Multiplex proinflammatory cytokines and chemokine ELISA kits were bought from Mesoscale Discovery (Rockville, MD, United States) and performed in plasma samples as per the manufacturer’s instructions. IFNα levels in plasma was detected using high sensitivity Verikine IFNα ELISA kit from PBL (PBL Assay Science, NJ, United States). Plasma serotonin levels in the plasma samples were assayed using ELISA kit from Abcam (MA, United States) as per manufacturer’s instructions.
Autoantibodies (anti-dsDNA and anti-chromatin) were measured using methods described elsewhere (43). MRL/lpr and NZB/W F1 mice were bled at baseline (before starting captopril treatment) and 2 weeks after starting treatment and at the end of experiment.

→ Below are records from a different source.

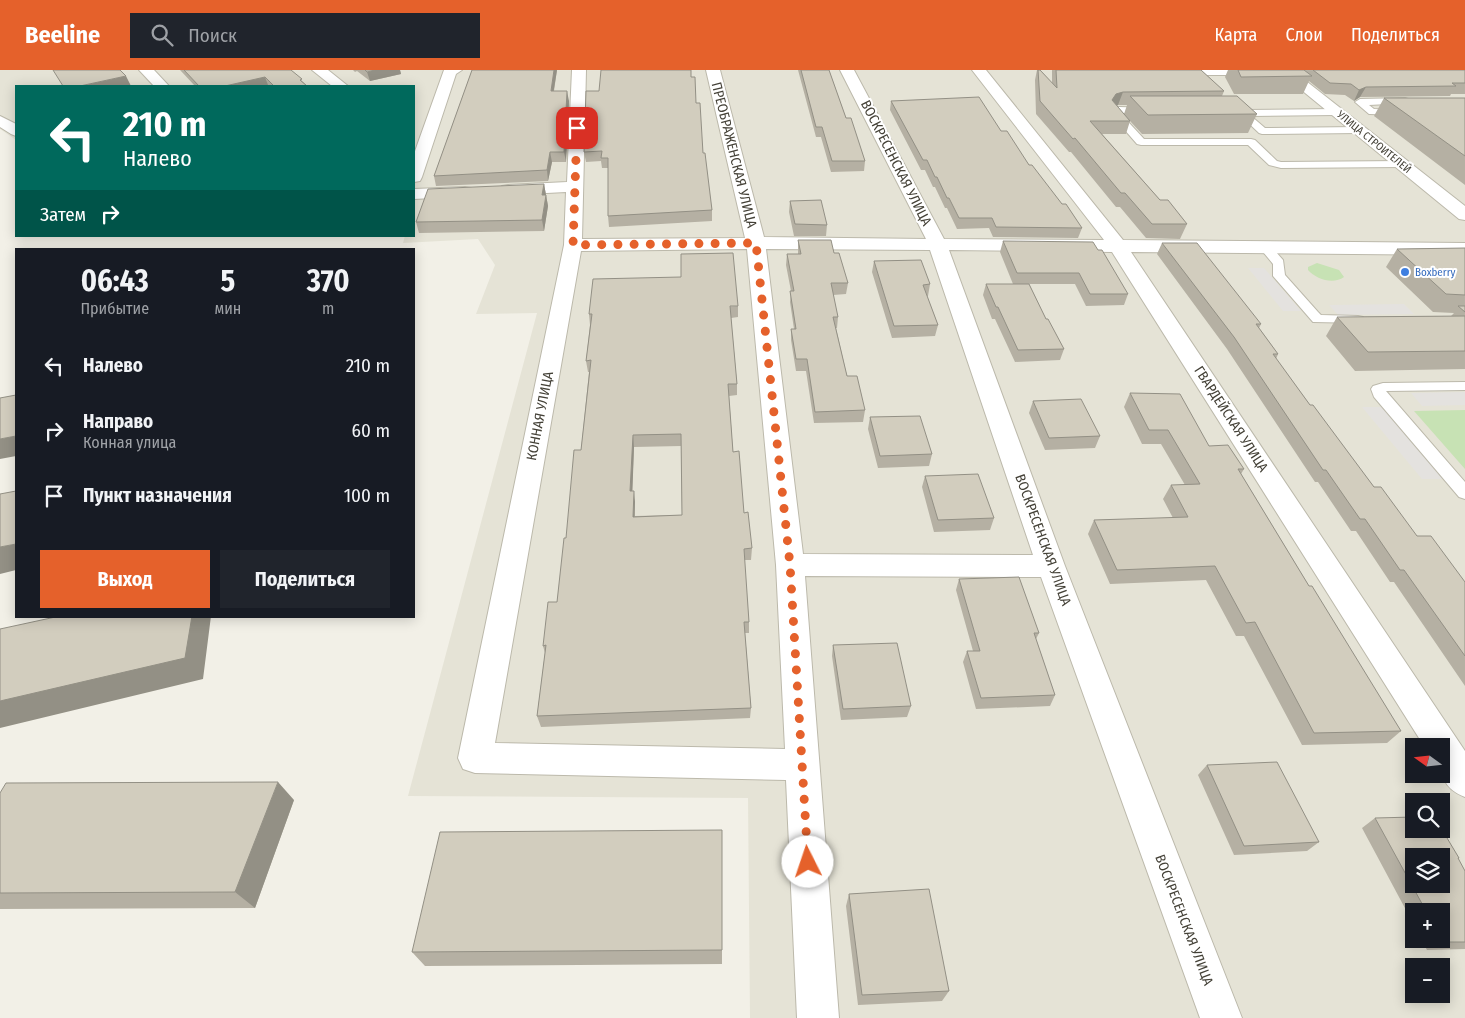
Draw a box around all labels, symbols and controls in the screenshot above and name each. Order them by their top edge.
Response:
search box [130,13,480,58]
text: Beeline [25,21,100,49]
icon: search [148,21,176,49]
text: Поиск [188,24,237,47]
text: Карта [1214,24,1257,46]
text: Слои [1285,24,1323,46]
text: Поделиться [1351,24,1440,46]
street label: ПРЕОБРАЖЕНСКАЯ УЛИЦА [708,80,760,230]
street label: ВОСКРЕСЕНСКАЯ УЛИЦА [857,97,935,229]
text: 210 m [123,103,207,145]
icon: left [40,105,105,170]
pin [556,107,598,149]
street label: УЛИЦА СТРОИТЕЛЕЙ [1333,107,1414,176]
icon: arrive [563,114,591,142]
text: Налево [123,145,192,172]
icon: right [96,200,124,228]
text: Затем [40,203,86,226]
text: 06:43 [81,263,149,299]
text: 5 [221,263,235,299]
text: 370 [307,263,350,299]
marker: Boxberry [1399,266,1411,278]
place label: Boxberry [1415,266,1455,279]
text: Прибытие [80,299,149,318]
text: мин [214,299,241,318]
text: m [322,299,334,318]
icon: left [40,352,68,380]
text: Налево [83,354,143,377]
text: 210 m [346,354,390,377]
street label: ГВАРДЕЙСКАЯ УЛИЦА [1190,363,1272,476]
street label: КОННАЯ УЛИЦА [523,369,557,462]
text: Направо [83,410,153,433]
icon: right [40,417,68,445]
text: 60 m [352,419,390,442]
text: Конная улица [83,433,176,452]
street label: ВОСКРЕСЕНСКАЯ УЛИЦА [1011,472,1075,609]
icon: arrive [40,482,68,510]
text: Пункт назначения [83,484,232,507]
text: 100 m [344,484,390,507]
button: Выход [40,550,210,608]
button: Поделиться [220,550,390,608]
north arrow [1405,738,1450,782]
map controls [1405,738,1450,1003]
button: search [1405,793,1450,838]
position arrow [781,835,833,887]
button: layers [1405,848,1450,893]
street label: ВОСКРЕСЕНСКАЯ УЛИЦА [1151,852,1217,988]
button: + [1405,903,1450,948]
button: − [1405,958,1450,1003]

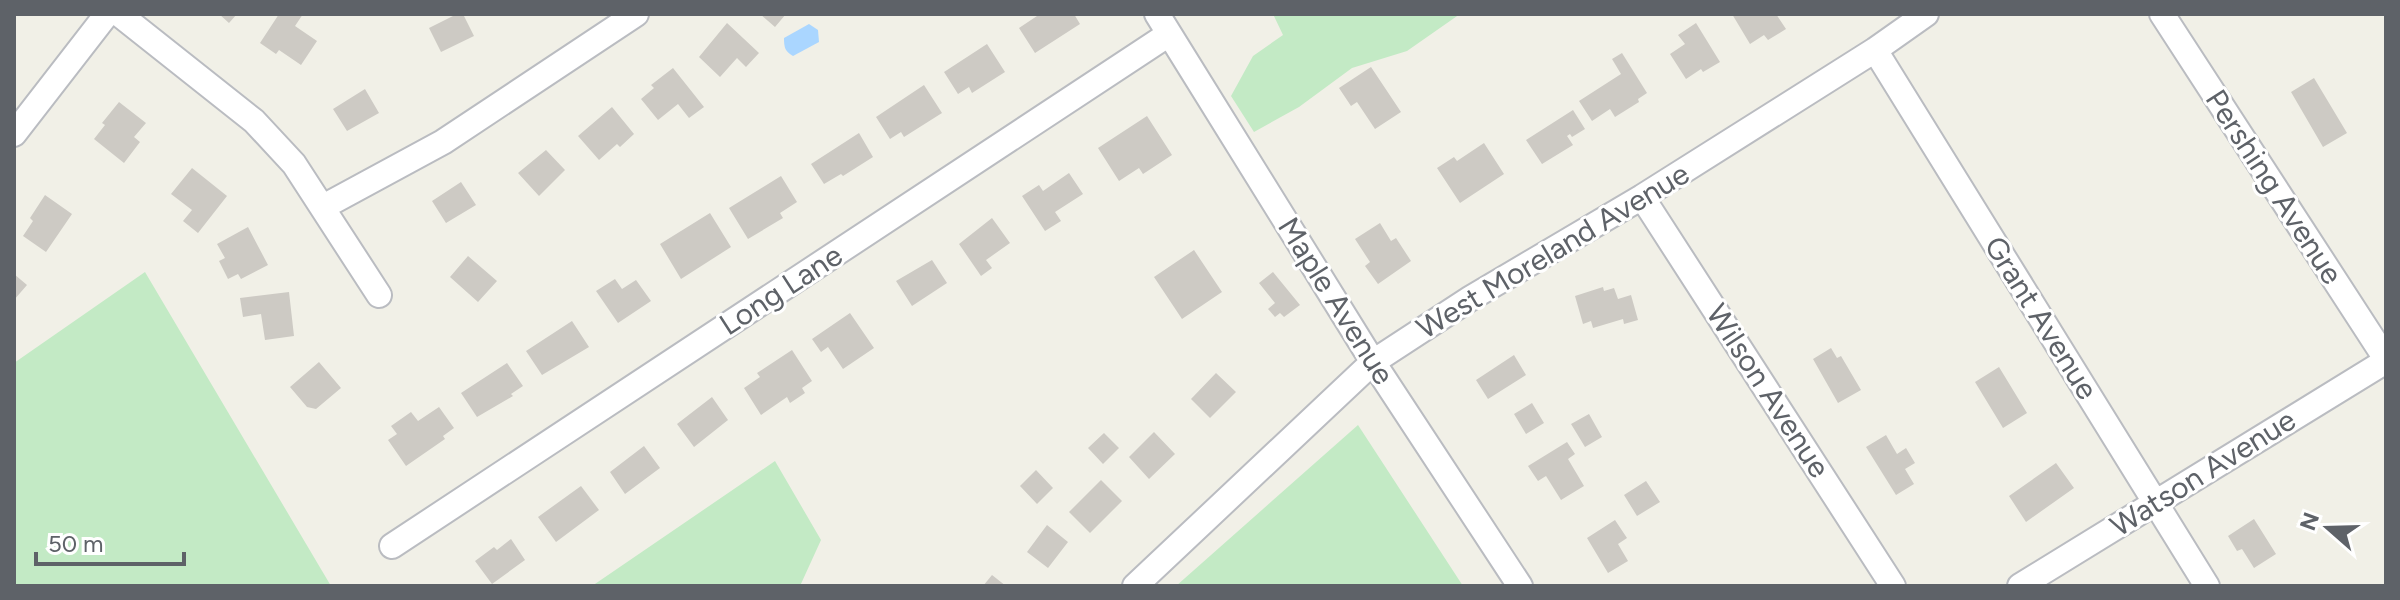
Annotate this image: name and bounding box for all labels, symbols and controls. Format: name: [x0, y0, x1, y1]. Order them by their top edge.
street label: Pershing Avenue: [2198, 83, 2351, 291]
street label: West Moreland Avenue: [1410, 155, 1696, 347]
street label: Maple Avenue: [1270, 210, 1403, 391]
street label: Grant Avenue: [1977, 229, 2106, 406]
street label: Long Lane: [712, 236, 849, 343]
street label: Wilson Avenue: [1699, 297, 1838, 484]
street label: Watson Avenue: [2103, 401, 2302, 544]
north arrow: [2288, 488, 2368, 568]
text: N: [2294, 509, 2325, 534]
scale bar: [36, 516, 184, 566]
text: 50 m: [48, 529, 104, 558]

Plasma was separated and tested for anti-DNA and anti-chromatin antibodies by ELISA (45). Briefly, polypropylene 96-well plates were coated with chicken erythrocyte-derived chromatin at 3 mg/ml or with calf thymus-derived dsDNA at 2.5 mg/ml in borate-buffered saline (BBS). Plates were coated with poly(L-lysine; 1 mg/ml; Sigma-Aldrich) before coating with Ag for the anti-dsDNA ELISA. Plates were blocked with blocking buffer (3% BSA and 1% Tween 80 in 13 BBS), and plasma samples were diluted 1/250 in BBT (BBS, 0.4% Tween 80, 0.5% BSA) and added in duplicate and incubated overnight at 4°C. Alkaline phosphatase-conjugated goat anti-mouse IgG (Fc γ specific; Jackson ImmunoResearch Laboratories, PA, United States) was used as secondary Ab. Plates were developed using 1 mg/ml para-nitrophenyl phosphate substrate (Sigma-Aldrich) in 0.01 M diethanolamine (pH 9.8). Plasma from old MRL/lpr mouse with high titer of autoantibodies was run as positive control and plasma from C57BL/6 mice was used as negative control.
Prism software (GraphPad, CA, United States) was used for statistical analysis. Unpaired t-test for comparison between two groups was used. Two-way repeated measures ANOVA was used to analyze locomotor assay. P < 0.05 were considered significant and marked in the figures as follows: ∗p < 0.05, ∗∗p < 0.01, and ∗∗∗p < 0.001.
Young MRL/lpr Mice Present a Constitutive IFN Signature
The MRL/lpr mouse strain is one of the best-studied spontaneous models for lupus (46). This mouse strain is homozygous for the lymphoproliferation mutation (Faslpr) and exhibits autoimmune disease that closely resembles human SLE. The MRL/MpJTnfrsf6lpr (MRL/lpr) mice and MRL/MpJ+/+(MRL/wt) congenic control mice differ in the onset of lupus-like manifestations by about 3–4 months (35). We found constitutively increased interferon responsive genes (IRGs) in the brain and kidney of young MRL/lpr mice as compared to the MRL/wt (8-week-old), measured by qPCR (Figure 1A). IRF7, the master regulator of Type I IFN (47), and CXCL10, an important biomarker of lupus disease (48), were increased in the brain and kidney of MRL/lpr mice compared to MRL/wt controls. IFN γ levels have been shown to be increased in MRL/lpr mice at late stages of the disease (49). We found increased IFNγ gene expression in the brain and kidney of 8-week-old MRL/lpr mice compared to age matched wild type mice (MRL/wt; Figure 1A). Circulating IFNγ levels, albeit low, was also significantly increased in the MRL/lpr (Figure 1B). CXCL10 (IP10) levels were also high in the plasma, as were levels of TNFα and IL-10 (Figure 1B). Circulating IFNα levels were also significantly high in MRL/lpr mice compared to MRL/wt mice (Figure 1C). Decreased levels of the neurotransmitter serotonin have been implicated in depression (24, 50). We found decreased serotonin levels in plasma of young MRL/lpr mice compared to MRL/wt mice (Figure 1D) and the same mice showed increased depressive-like behavior by Porsolt’s forced swim test (51) (Supplementary Figure S1).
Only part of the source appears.